Chicken and Sausage Gumbo

Posted by on January 29, 2013

Many of us fondly remember Sesto’s Cafe, our neighbor here on Western Avenue and its New Orleans native and owner, Chuck Smith.  Chuck made some of the most memorable and mouthwatering Gumbo out of the Bayou.  We sure miss Sesto’s. Lucky for us, though, Chuck generously shared his recipe for Chicken and Sausage Gumbo. We’ve “streamlined” his process just a tad (Don’t worry, Chuck, your secret is safe!), and layered it with a classic roux from the cookbook of the Junior League of Lafayette, LA.

Chicken and Sausage Gumbo

There’s this big game happening on February 3rd in New Orleans – a city rich with culinary history, laden with exotic influences.  What an excellent opportunity to enjoy this delicious dish. Expect a huddle in the kitchen as well as around the TV with this Creole-inspired recipe.


Chicken and Sausage Gumbo

Chicken and Sausage Gumbo


    For the Roux:
  • 1/2 cup flour
  • 1/2 cup vegetable oil or butter
  • For the Gumbo:
  • 4 cups onion, chopped
  • 1-1/2 cups celery, chopped
  • 1-1/2 cup bell pepper (red or green), chopped
  • 4-5 cloves garlic, minced
  • 1 teaspoon Worcestershire Sauce (or 1/4 teaspoon worcestershire powder)
  • 1 tablespoon Herbes de Provence
  • 1 tablespoon ground Creole Seasoning
  • 1 teaspoon Tabasco sauce
  • 2 links Andouille sausage, sliced (We like Uli's sausage)
  • 2 pounds chicken thighs, skinless
  • 4 cups chicken stock, heated
  • Salt, to taste.
  • File powder


  1. A large, heavy pot is a must - the heavier the better.
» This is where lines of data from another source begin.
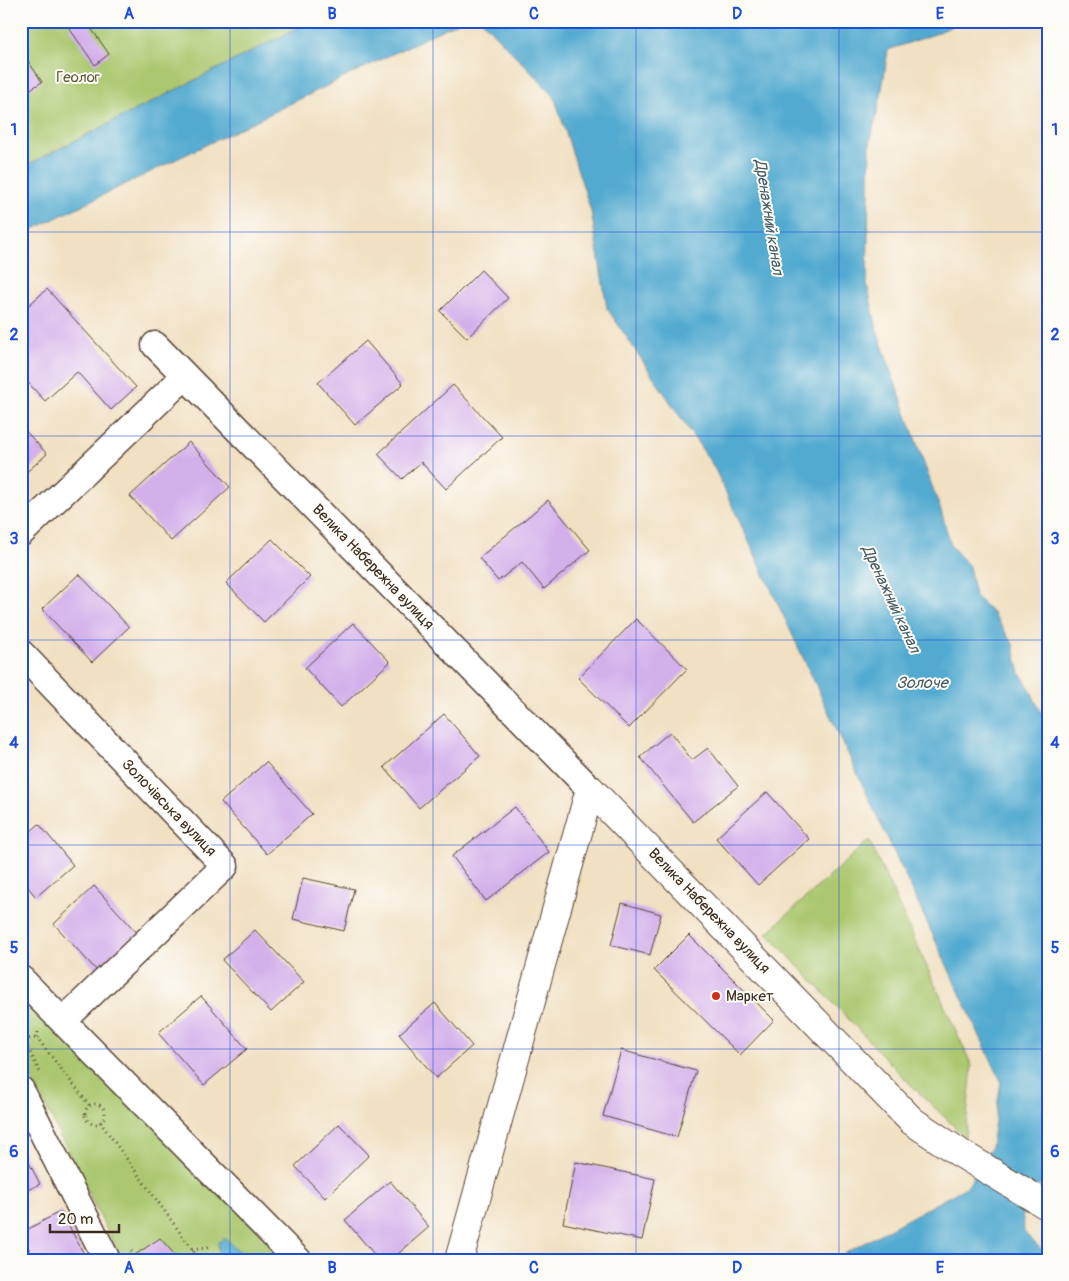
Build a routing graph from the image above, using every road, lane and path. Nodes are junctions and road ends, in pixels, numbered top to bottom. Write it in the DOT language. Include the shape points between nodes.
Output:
graph roads {
  1 [pos="155,345"];
  2 [pos="185,376"];
  3 [pos="21,534"];
  4 [pos="21,653"];
  5 [pos="590,789"];
  6 [pos="21,979"];
  7 [pos="63,1021"];
  8 [pos="24,1039"];
  9 [pos="21,1090"];
  10 [pos="90,1106"];
  11 [pos="100,1122"];
  12 [pos="1048,1206"];
  13 [pos="211,1247"];
  14 [pos="192,1250"];
  15 [pos="107,1260"];
  16 [pos="200,1260"];
  17 [pos="298,1260"];
  18 [pos="459,1260"];
  1 -- 2 [label="street, Велика Набережна вулиця"];
  2 -- 3 [label="street"];
  2 -- 5 [label="street, Велика Набережна вулиця"];
  4 -- 7 [label="street, Золочівська вулиця" via="225,866"];
  5 -- 12 [label="street, Велика Набережна вулиця" via="912,1120"];
  5 -- 18 [label="street"];
  6 -- 7 [label="street"];
  7 -- 17 [label="street"];
  8 -- 10 [label="path" via="38,1038"];
  9 -- 15 [label="street"];
  10 -- 11 [label="path" via="86,1117 91,1122"];
  10 -- 11 [label="path" via="95,1104 103,1108 104,1117"];
  11 -- 14 [label="path"];
  13 -- 14 [label="path"];
  14 -- 16 [label="path"];
}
Patience is a must - the more the better. (It will be rewarded! We promise!)
  2. Mix flour and oil until thoroughly blended before heating. Turn heat on medium-low and immediately begin stirring. Allow roux to brown slooowly, stirring constantly.
  3. When roux is dark brown, add chopped vegetables.Increase heat to medium and stir until onions are translucent. Add seasonings, stirring to blend. Add sausage and chicken, stirring until evenly browned.
  4. Slooowly add heated chicken stock, stirring constantly. Continue stirring until gumbo comes to a simmer. Simmer 1 hour, stirring often and reducing heat if necessary to prevent sticking. Add salt to taste.
  5. You can adjust the final thickness of the gumbo with file powder, or pass it at the table as a traditional accompaniment.